Is it true that the further a planet is from the Sun, the faster it rotates around itself?
Asked by:
Navid Dianaty
Answer
There is no connection between a planet's distance from the Sun and its rate of rotation (spin on its own axis or Planetary Rotation Period). While it is true that, generally speaking, the gas giants have higher rotation rates than the earth like planets closer to the Sun, any correlation is only coincidental. Mars, for example, is further from the Sun than Earth but has a slightly slower rate of rotation - its planetary rotation period is 1.03 Earth days. Pluto. the furthest planet from the Sun, has a planetary rotation period of 6.39 Earth days.

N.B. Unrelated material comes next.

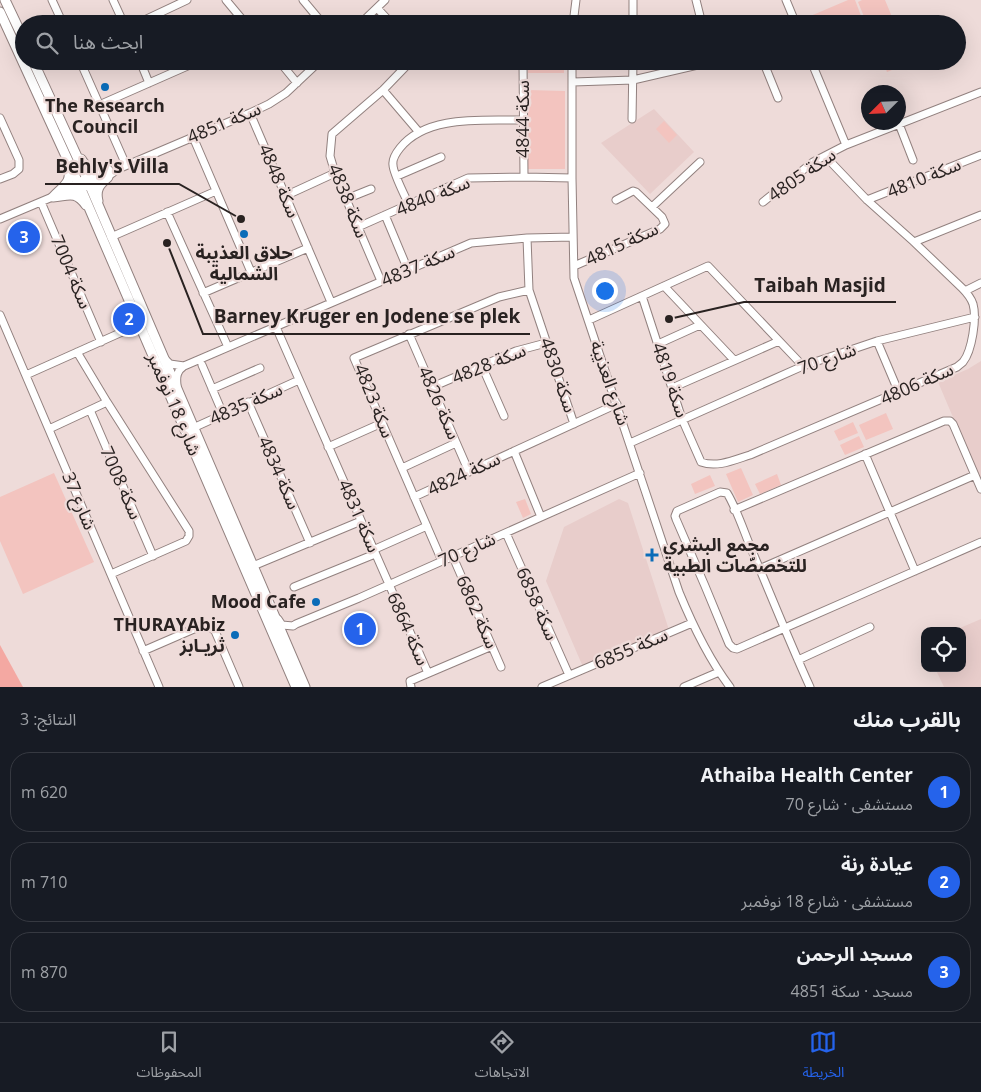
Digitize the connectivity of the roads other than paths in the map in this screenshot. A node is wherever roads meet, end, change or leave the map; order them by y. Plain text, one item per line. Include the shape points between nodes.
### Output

You can see in the plot below that there is no correlation between the planetary rotation period and the distance from the Sun.
There is, however, a relationship between a planet's distance from the Sun and its period of revolution. Kepler's third law of planetary motion says that the square of the planet's orbital period is proportional to the cube of its semimajor axis. For now, just read that as saying
that a planet's 'year' is determined ONLY by its average distance from the Sun. The further away from the Sun it is, the slower the planet's orbital speed and the longer its path.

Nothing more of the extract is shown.